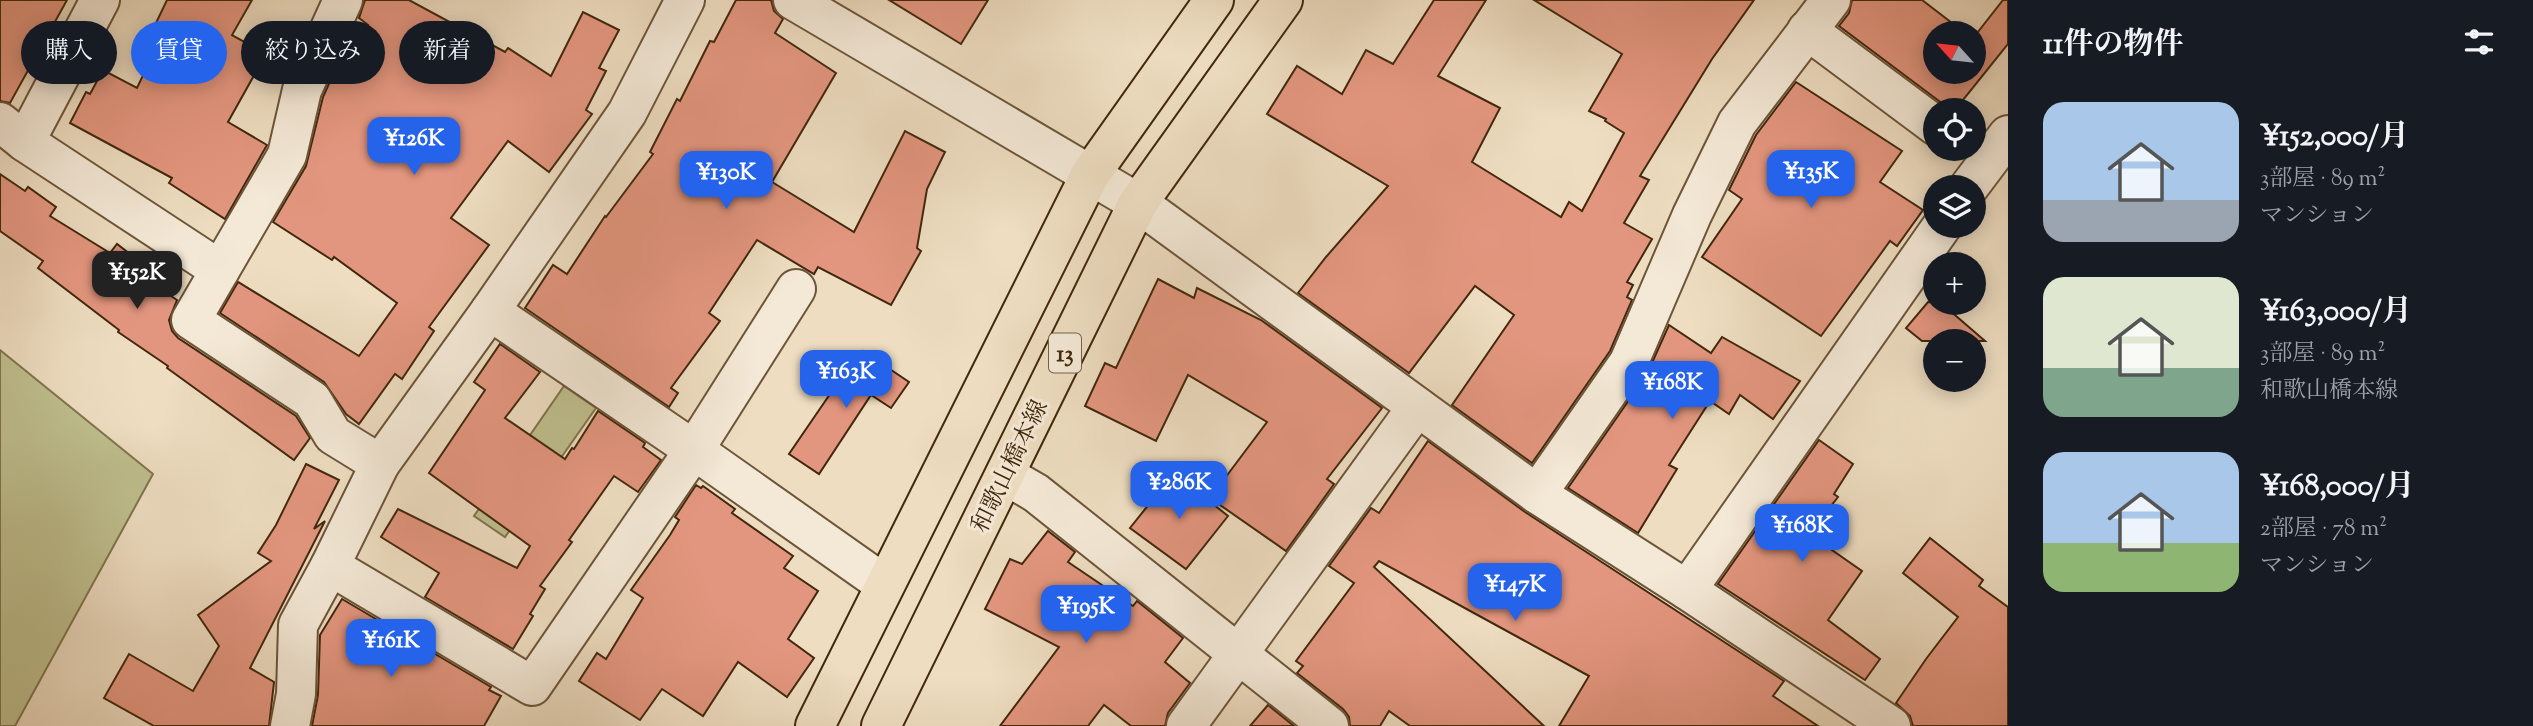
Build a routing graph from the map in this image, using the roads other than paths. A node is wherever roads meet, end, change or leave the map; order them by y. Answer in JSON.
{"nodes":[{"id":1,"x":100,"y":0,"type":"edge"},
{"id":2,"x":343,"y":0,"type":"edge"},
{"id":3,"x":685,"y":0,"type":"edge"},
{"id":4,"x":793,"y":0,"type":"edge"},
{"id":5,"x":1214,"y":0,"type":"edge"},
{"id":6,"x":1283,"y":0,"type":"edge"},
{"id":7,"x":1831,"y":0,"type":"edge"},
{"id":8,"x":1807,"y":30,"type":"junction"},
{"id":9,"x":1923,"y":116,"type":"edge"},
{"id":10,"x":13,"y":132,"type":"edge"},
{"id":11,"x":1090,"y":175,"type":"junction"},
{"id":12,"x":1138,"y":203,"type":"junction"},
{"id":13,"x":1934,"y":238,"type":"edge"},
{"id":14,"x":220,"y":270,"type":"junction"},
{"id":15,"x":796,"y":289,"type":"dead end"},
{"id":16,"x":490,"y":311,"type":"junction"},
{"id":17,"x":1417,"y":407,"type":"junction"},
{"id":18,"x":694,"y":450,"type":"junction"},
{"id":19,"x":380,"y":464,"type":"junction"},
{"id":20,"x":1004,"y":475,"type":"junction"},
{"id":21,"x":1537,"y":494,"type":"junction"},
{"id":22,"x":330,"y":566,"type":"junction"},
{"id":23,"x":884,"y":584,"type":"junction"},
{"id":24,"x":1687,"y":590,"type":"junction"},
{"id":25,"x":1238,"y":655,"type":"junction"},
{"id":26,"x":290,"y":726,"type":"edge"},
{"id":27,"x":815,"y":726,"type":"edge"},
{"id":28,"x":881,"y":726,"type":"edge"},
{"id":29,"x":1186,"y":726,"type":"edge"},
{"id":30,"x":1329,"y":726,"type":"edge"},
{"id":31,"x":1891,"y":726,"type":"edge"}],
"edges":[{"from":1,"to":10,"type":"street"},
{"from":2,"to":14,"type":"street"},
{"from":3,"to":16,"type":"street"},
{"from":4,"to":11,"type":"street"},
{"from":5,"to":11,"type":"main road","number":"13"},
{"from":6,"to":12,"type":"main road","name":"和歌山橋本線","number":"13"},
{"from":7,"to":8,"type":"street"},
{"from":8,"to":9,"type":"street"},
{"from":8,"to":21,"type":"street"},
{"from":10,"to":14,"type":"street"},
{"from":11,"to":12,"type":"street"},
{"from":11,"to":23,"type":"main road","number":"13"},
{"from":12,"to":17,"type":"street"},
{"from":12,"to":20,"type":"main road","name":"和歌山橋本線","number":"13"},
{"from":13,"to":24,"type":"street"},
{"from":14,"to":19,"type":"street"},
{"from":15,"to":18,"type":"street"},
{"from":16,"to":18,"type":"street"},
{"from":16,"to":19,"type":"street"},
{"from":17,"to":21,"type":"street"},
{"from":17,"to":25,"type":"street"},
{"from":18,"to":22,"type":"street"},
{"from":18,"to":23,"type":"street"},
{"from":19,"to":22,"type":"street"},
{"from":20,"to":25,"type":"street"},
{"from":20,"to":28,"type":"main road","name":"和歌山橋本線","number":"13"},
{"from":21,"to":24,"type":"street"},
{"from":22,"to":26,"type":"street"},
{"from":23,"to":27,"type":"main road","number":"13"},
{"from":24,"to":31,"type":"street"},
{"from":25,"to":29,"type":"street"},
{"from":25,"to":30,"type":"street"}]}
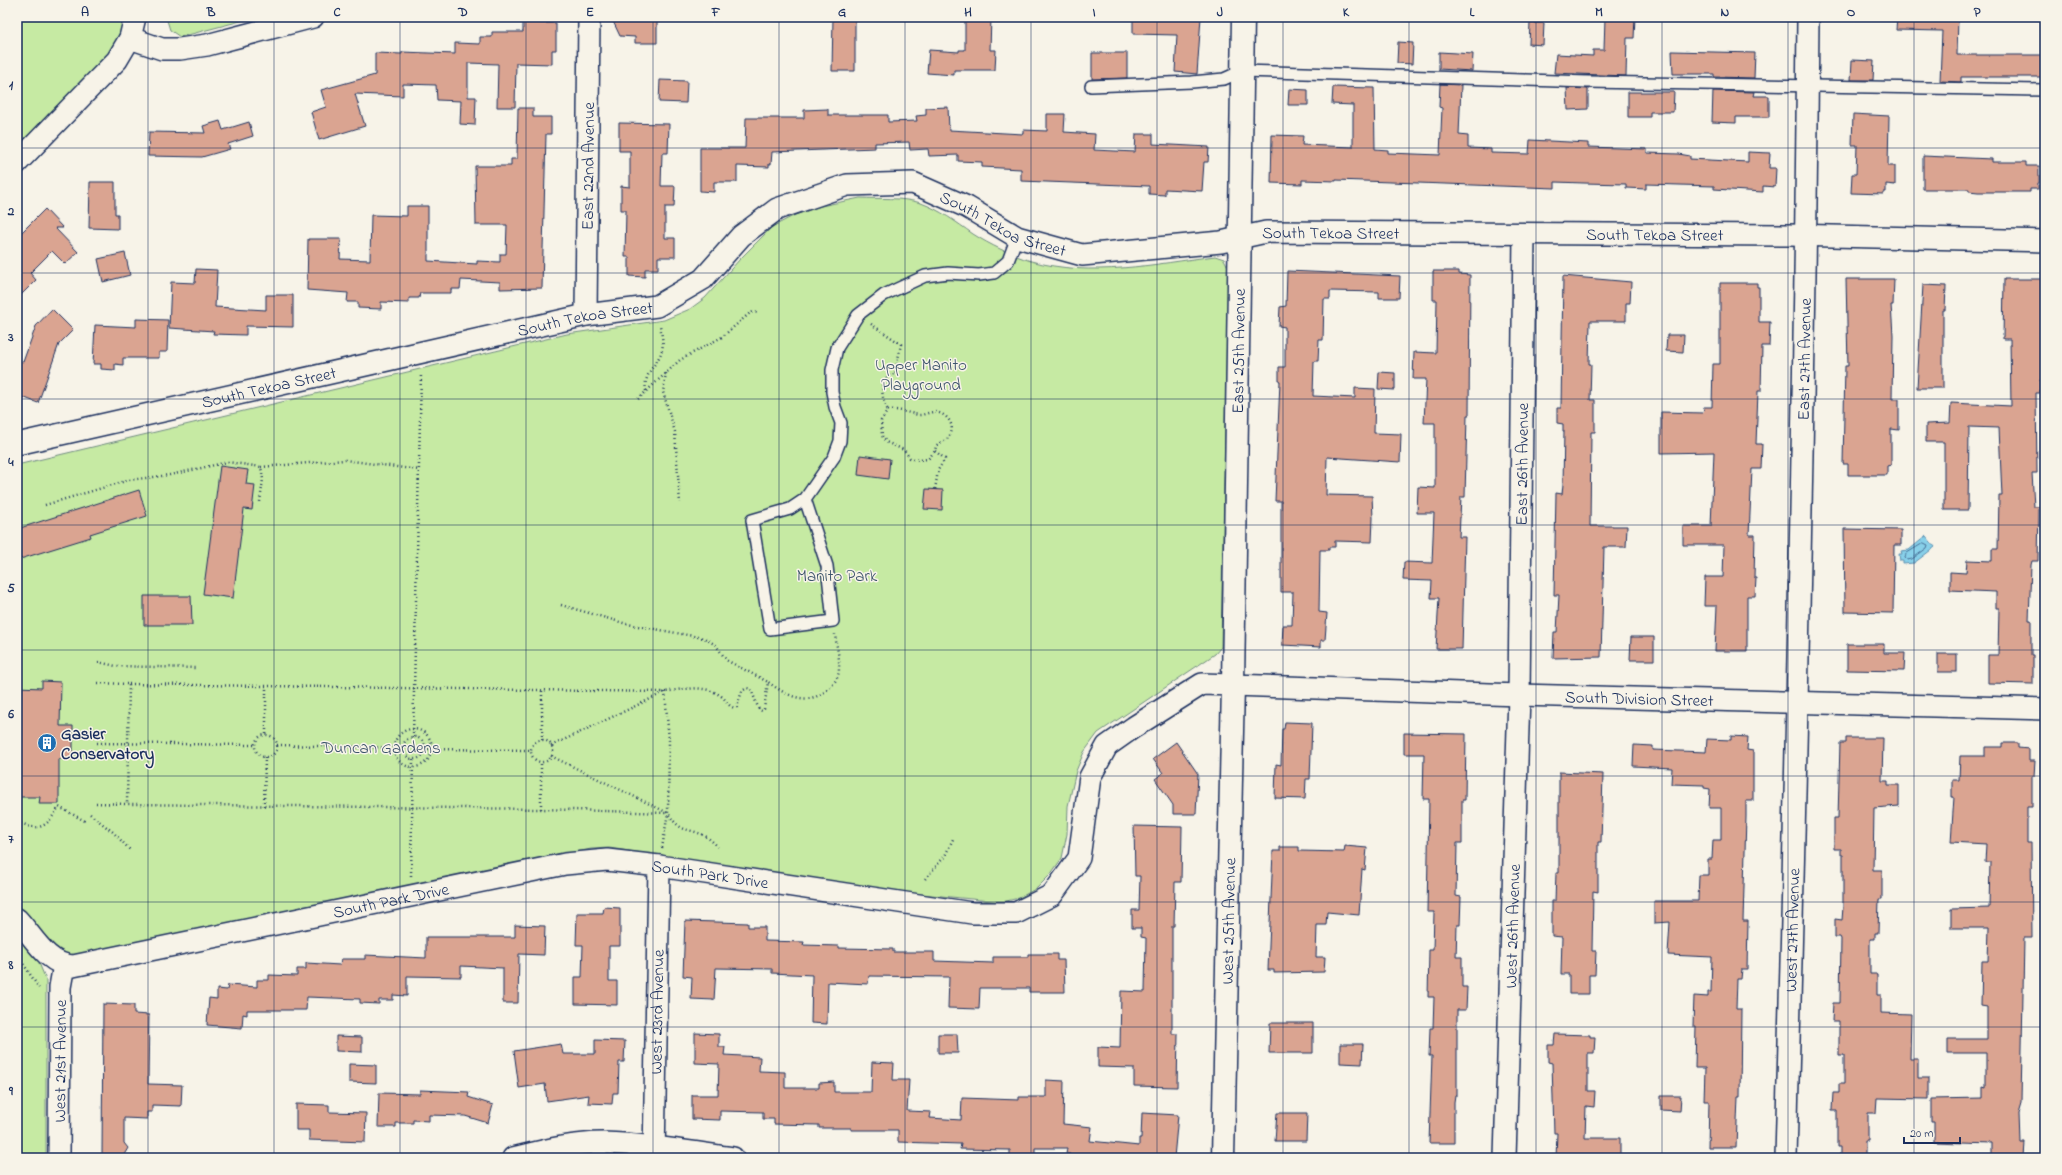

════════════════

Assignment:
Look through the entries. Copy out each line with "number" in it.

Problem solution:
{"from":5,"to":11,"type":"main road","number":"13"},
{"from":6,"to":12,"type":"main road","name":"和歌山橋本線","number":"13"},
{"from":11,"to":23,"type":"main road","number":"13"},
{"from":12,"to":20,"type":"main road","name":"和歌山橋本線","number":"13"},
{"from":20,"to":28,"type":"main road","name":"和歌山橋本線","number":"13"},
{"from":23,"to":27,"type":"main road","number":"13"},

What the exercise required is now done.